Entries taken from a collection
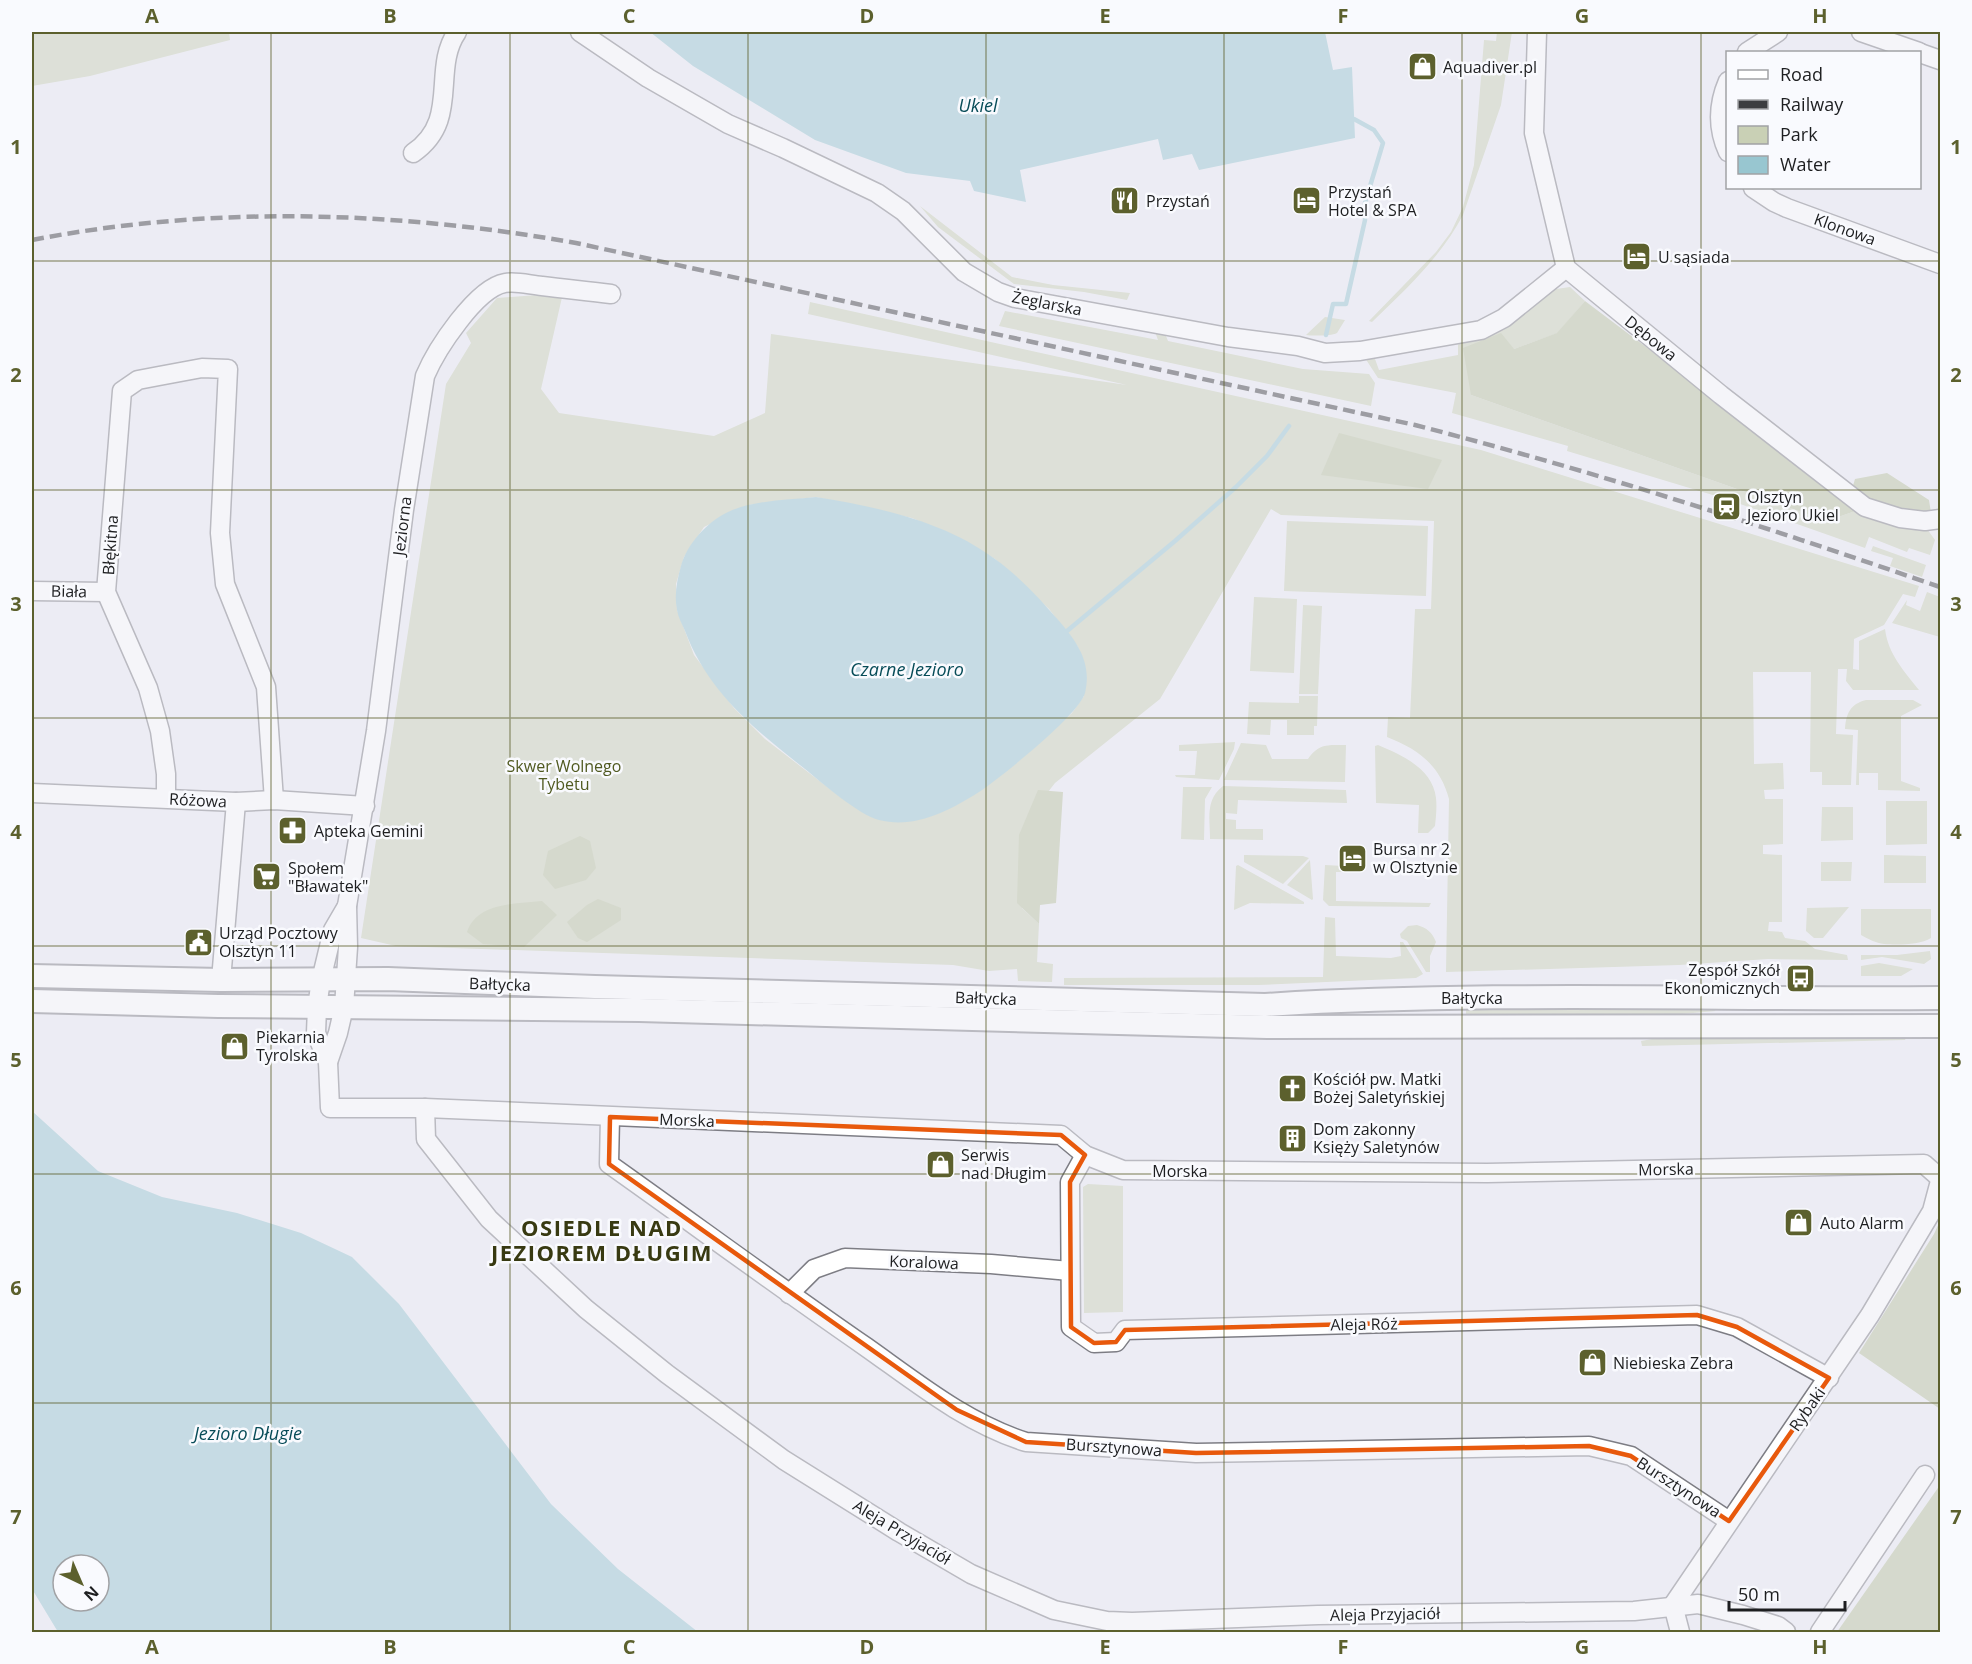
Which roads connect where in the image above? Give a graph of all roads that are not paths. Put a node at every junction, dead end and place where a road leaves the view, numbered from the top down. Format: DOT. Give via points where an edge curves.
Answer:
graph roads {
  1 [pos="457,32"];
  2 [pos="580,32"];
  3 [pos="1537,32"];
  4 [pos="1778,32"];
  5 [pos="1861,32"];
  6 [pos="1749,51"];
  7 [pos="1913,51"];
  8 [pos="1921,54"];
  9 [pos="1941,60"];
  10 [pos="1726,86"];
  11 [pos="1726,147"];
  12 [pos="413,153"];
  13 [pos="1755,189"];
  14 [pos="1941,264"];
  15 [pos="1566,268"];
  16 [pos="611,294"];
  17 [pos="1941,519"];
  18 [pos="32,591"];
  19 [pos="106,592"];
  20 [pos="32,793"];
  21 [pos="166,798"];
  22 [pos="274,800"];
  23 [pos="236,801"];
  24 [pos="364,806"];
  25 [pos="347,906"];
  26 [pos="32,976"];
  27 [pos="222,980"];
  28 [pos="321,980"];
  29 [pos="346,980"];
  30 [pos="1941,998"];
  31 [pos="32,1001"];
  32 [pos="317,1007"];
  33 [pos="344,1007"];
  34 [pos="1941,1026"];
  35 [pos="328,1062"];
  36 [pos="425,1108"];
  37 [pos="610,1117"];
  38 [pos="1085,1155"];
  39 [pos="1941,1179"];
  40 [pos="1070,1271"];
  41 [pos="789,1294"];
  42 [pos="1829,1378"];
  43 [pos="1925,1475"];
  44 [pos="1729,1521"];
  45 [pos="1673,1605"];
  46 [pos="1131,1627"];
  47 [pos="1680,1632"];
  48 [pos="1786,1632"];
  49 [pos="1820,1632"];
  1 -- 12 [label="street" via="448,51 438,123"];
  2 -- 15 [label="street, Żeglarska" via="648,78 728,124 877,193 903,211 964,272 1015,298 1325,353 1360,351 1481,330 1504,318"];
  3 -- 15 [label="street" via="1534,133"];
  4 -- 6 [label="street"];
  5 -- 7 [label="street"];
  8 -- 9 [label="street"];
  10 -- 11 [label="street" via="1720,116"];
  13 -- 14 [label="street, Klonowa" via="1787,208"];
  15 -- 17 [label="street, Dębowa" via="1865,507 1900,518"];
  16 -- 24 [label="street, Jeziorna" via="515,283 495,286 477,299 430,364 418,413"];
  18 -- 19 [label="street, Biała"];
  19 -- 21 [label="street, Błękitna" via="148,688 160,731"];
  19 -- 22 [label="street, Błękitna" via="122,392 138,380 159,375 202,368 228,369 220,533 225,585 266,687"];
  20 -- 21 [label="street, Różowa"];
  21 -- 23 [label="street, Różowa"];
  22 -- 23 [label="street, Różowa"];
  22 -- 24 [label="street, Różowa"];
  23 -- 27 [label="street"];
  24 -- 25 [label="street, Jeziorna"];
  25 -- 28 [label="street, Jeziorna" via="333,930"];
  25 -- 29 [label="street, Jeziorna"];
  26 -- 27 [label="main road, Bałtycka"];
  27 -- 28 [label="main road, Bałtycka"];
  28 -- 29 [label="main road, Bałtycka"];
  28 -- 32 [label="street, Jeziorna"];
  29 -- 30 [label="main road, Bałtycka" via="1231,1005 1437,998"];
  29 -- 33 [label="street"];
  31 -- 32 [label="main road, Bałtycka"];
  32 -- 33 [label="main road, Bałtycka"];
  32 -- 35 [label="street" via="316,1033"];
  33 -- 34 [label="main road, Bałtycka" via="639,1010 1279,1027"];
  33 -- 35 [label="street"];
  35 -- 36 [label="street" via="330,1108"];
  36 -- 37 [label="street, Morska"];
  36 -- 46 [label="street, Aleja Przyjaciół" via="426,1139 489,1218 554,1281 667,1374 775,1453 971,1574 1054,1610"];
  37 -- 38 [label="street, Morska" via="1061,1135"];
  37 -- 41 [label="street, Bursztynowa" via="609,1164"];
  38 -- 39 [label="street, Morska" via="1123,1170 1487,1173 1924,1164"];
  38 -- 40 [label="street, Aleja Róż" via="1070,1182"];
  39 -- 42 [label="street, Rybaki" via="1932,1210"];
  40 -- 41 [label="street, Koralowa" via="845,1258 814,1269"];
  40 -- 42 [label="street, Aleja Róż" via="1071,1327 1094,1343 1116,1342 1125,1330 1697,1315 1737,1327"];
  41 -- 44 [label="street, Bursztynowa" via="957,1410 1026,1442 1196,1453 1589,1446 1631,1456"];
  42 -- 44 [label="street, Rybaki"];
  43 -- 49 [label="street"];
  44 -- 45 [label="street, Rybaki"];
  45 -- 46 [label="street, Aleja Przyjaciół" via="1634,1611 1318,1615"];
  45 -- 47 [label="street"];
  45 -- 48 [label="street, Aleja Przyjaciół" via="1698,1604 1732,1612 1779,1626"];
}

WHAT IS NEEDED:
Copy out each line of the records where the string "Bałtycka" appears.

ANSWER TO THE EXERCISE:
  26 -- 27 [label="main road, Bałtycka"];
  27 -- 28 [label="main road, Bałtycka"];
  28 -- 29 [label="main road, Bałtycka"];
  29 -- 30 [label="main road, Bałtycka" via="1231,1005 1437,998"];
  31 -- 32 [label="main road, Bałtycka"];
  32 -- 33 [label="main road, Bałtycka"];
  33 -- 34 [label="main road, Bałtycka" via="639,1010 1279,1027"];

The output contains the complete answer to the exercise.